I think it’s quite clear from reading Dickens that there were ways of telling those stories with fewer words for sure. There’s a fantastic little section in David Copperfield where I think he’s selling his jacket to raise some money. And he could have gone into the shop and come out with sixpence or whatever in his hand. But there are these two pages of this terrifying guy who we never have never met before, will never meet again. But the pure joy of writing it also gives an, of course, extra substance for serialization. I think he always wanted to provide a solid chunk each month, and if that meant an interesting minor character that he could run with, then he would do it. It’s kind of the opposite of how writing schools tell you to write, which is to take it all out, take it all out, take it all out. I think the joy of leaving it all in is something we’ve all benefited from. For me, Hard Times is Dickens’s least enjoyable book, and it’s easily the shortest.

One of the things you talk about is that the audience for a Victorian novel, both because of expense and literacy rates, was pretty small. But the magazines, such as Bentley’s Miscellany, allowed him a much bigger audience.

Extraordinary sized audience. There were scores of thousands of people reading those things every month. You get the sense that basically anyone who was literate read Dickens. He had this incredibly popular touch. People seemed to completely understand where he was coming from and identify with him as a writer.

In the book, you draw a parallel to Prince and MTV. Can you talk about that a little bit?

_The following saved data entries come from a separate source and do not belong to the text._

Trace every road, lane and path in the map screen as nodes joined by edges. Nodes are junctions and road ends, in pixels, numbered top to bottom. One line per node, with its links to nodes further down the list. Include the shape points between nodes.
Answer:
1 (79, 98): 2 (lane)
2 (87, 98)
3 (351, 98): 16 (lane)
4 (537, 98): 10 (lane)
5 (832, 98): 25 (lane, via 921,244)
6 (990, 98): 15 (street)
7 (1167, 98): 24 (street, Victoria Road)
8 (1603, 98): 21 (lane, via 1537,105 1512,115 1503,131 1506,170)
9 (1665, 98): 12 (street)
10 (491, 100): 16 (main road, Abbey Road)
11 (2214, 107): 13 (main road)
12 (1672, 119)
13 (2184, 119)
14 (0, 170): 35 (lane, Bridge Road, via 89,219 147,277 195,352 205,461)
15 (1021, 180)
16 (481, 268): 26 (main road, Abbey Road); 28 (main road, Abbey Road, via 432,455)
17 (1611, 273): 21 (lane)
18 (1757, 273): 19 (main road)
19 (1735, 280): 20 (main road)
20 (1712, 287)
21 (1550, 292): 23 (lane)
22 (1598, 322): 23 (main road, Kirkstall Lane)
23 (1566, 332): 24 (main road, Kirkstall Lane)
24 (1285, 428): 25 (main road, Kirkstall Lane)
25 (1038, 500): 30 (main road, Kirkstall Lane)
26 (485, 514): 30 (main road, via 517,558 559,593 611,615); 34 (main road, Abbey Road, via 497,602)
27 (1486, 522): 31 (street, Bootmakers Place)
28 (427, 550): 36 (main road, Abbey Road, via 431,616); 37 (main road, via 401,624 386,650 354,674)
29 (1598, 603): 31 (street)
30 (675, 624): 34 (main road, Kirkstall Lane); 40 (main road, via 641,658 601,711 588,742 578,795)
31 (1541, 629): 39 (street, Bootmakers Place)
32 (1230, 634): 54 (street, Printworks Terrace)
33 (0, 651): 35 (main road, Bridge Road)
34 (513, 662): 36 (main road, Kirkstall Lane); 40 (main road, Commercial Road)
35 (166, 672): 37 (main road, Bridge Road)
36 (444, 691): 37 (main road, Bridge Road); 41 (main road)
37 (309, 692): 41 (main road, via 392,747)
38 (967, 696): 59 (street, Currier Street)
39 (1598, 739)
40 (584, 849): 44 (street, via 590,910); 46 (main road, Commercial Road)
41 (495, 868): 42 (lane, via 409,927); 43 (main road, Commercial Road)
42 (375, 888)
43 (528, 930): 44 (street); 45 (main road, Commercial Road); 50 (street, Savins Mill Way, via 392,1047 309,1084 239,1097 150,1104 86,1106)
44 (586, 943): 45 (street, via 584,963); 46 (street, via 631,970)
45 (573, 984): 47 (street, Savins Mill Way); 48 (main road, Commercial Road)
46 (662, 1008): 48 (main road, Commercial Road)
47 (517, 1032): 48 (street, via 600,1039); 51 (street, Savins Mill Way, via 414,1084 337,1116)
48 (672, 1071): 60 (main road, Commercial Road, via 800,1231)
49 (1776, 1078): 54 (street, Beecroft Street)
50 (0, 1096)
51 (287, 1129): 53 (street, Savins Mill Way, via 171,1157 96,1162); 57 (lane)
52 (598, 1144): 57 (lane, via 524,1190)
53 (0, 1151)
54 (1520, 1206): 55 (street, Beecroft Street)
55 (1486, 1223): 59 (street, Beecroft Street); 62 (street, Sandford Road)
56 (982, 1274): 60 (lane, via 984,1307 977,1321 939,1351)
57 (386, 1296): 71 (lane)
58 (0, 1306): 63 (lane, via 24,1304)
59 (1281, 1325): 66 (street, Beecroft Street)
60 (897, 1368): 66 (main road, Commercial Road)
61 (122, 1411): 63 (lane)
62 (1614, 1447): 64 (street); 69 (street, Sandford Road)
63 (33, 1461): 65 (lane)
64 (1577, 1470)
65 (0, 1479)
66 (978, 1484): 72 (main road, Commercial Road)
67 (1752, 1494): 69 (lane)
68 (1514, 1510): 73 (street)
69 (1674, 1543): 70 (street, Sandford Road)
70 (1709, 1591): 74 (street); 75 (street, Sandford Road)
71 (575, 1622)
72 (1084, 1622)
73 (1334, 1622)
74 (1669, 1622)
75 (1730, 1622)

At one time Prince was struggling a little bit with the public persona, he could be so awkward on television and in interviews. There are all kinds of excruciating interviews you can find on the internet where he’s refusing to speak, or he is answering monosyllabically. Suddenly he could present himself in these videos, beaming right into teenagers’ bedrooms.

I think one distinction that most readers would draw is, we associate Dickens with advocacy for social reform: Poverty prisons, antiquated laws, antiquated institutions, and the struggle against them. It’s not obvious that Prince was engaged with the same type of material.

It is in the work sometimes. “Sign o’ the Times” is kind of a protest song or a very bitter observation of what’s going on. There’s a great song called “Baltimore,” which is (inspired by) the Freddie Gray murder. I think that the real point of contact that interests me is the abundance of work, the need to work, and the connection with an enormous popular audience.

Dickens has from the get-go always been very popular, but as we were discussing before there was a time when he was kind of relegated to a second tier. The literary critic F.R. Leavis in the mid 20th century said that he was more of an entertainer than a great novelist. I’m curious to know your thoughts about that relationship between entertainment and kind of great literature.

The cynical side of me thinks everything that survives and then becomes old becomes great literature. And that’s one of the things that’s happened to Dickens. I quote George Orwell saying that he was convinced David Copperfield had been written by a child. When you think about how we are convinced that it was written by a great and rather difficult novelist, you can see how far we’ve come in terms of what we expect from prose and fiction and direct communication. Setting that on one side, I don’t get the thing about entertainment versus great literature at all. I think that P.G. Wodehouse is a great writer, and he wrote 96 books, I think, in his lifetime and all to entertain people.

Leaving Prince to one side, do you think that in today’s English language literature that Dickens has an obvious heir? It’s not you, no offense.

No, it’s not me. It’s very hard to find those combinations, of proper humor and proper darkness. I couldn’t think of anyone.

Do you have more fun writing novels or writing about music and literature?

I find writing about music and literature easier, because it’s a form of adaptation. I’ve written a few movie adaptations. Someone’s done something for you. Once I’ve had the idea of Dickens and Prince and I’m starting to burrow, then the hard work is in the thinking rather than the writing. But I think with fiction, the hard work is both.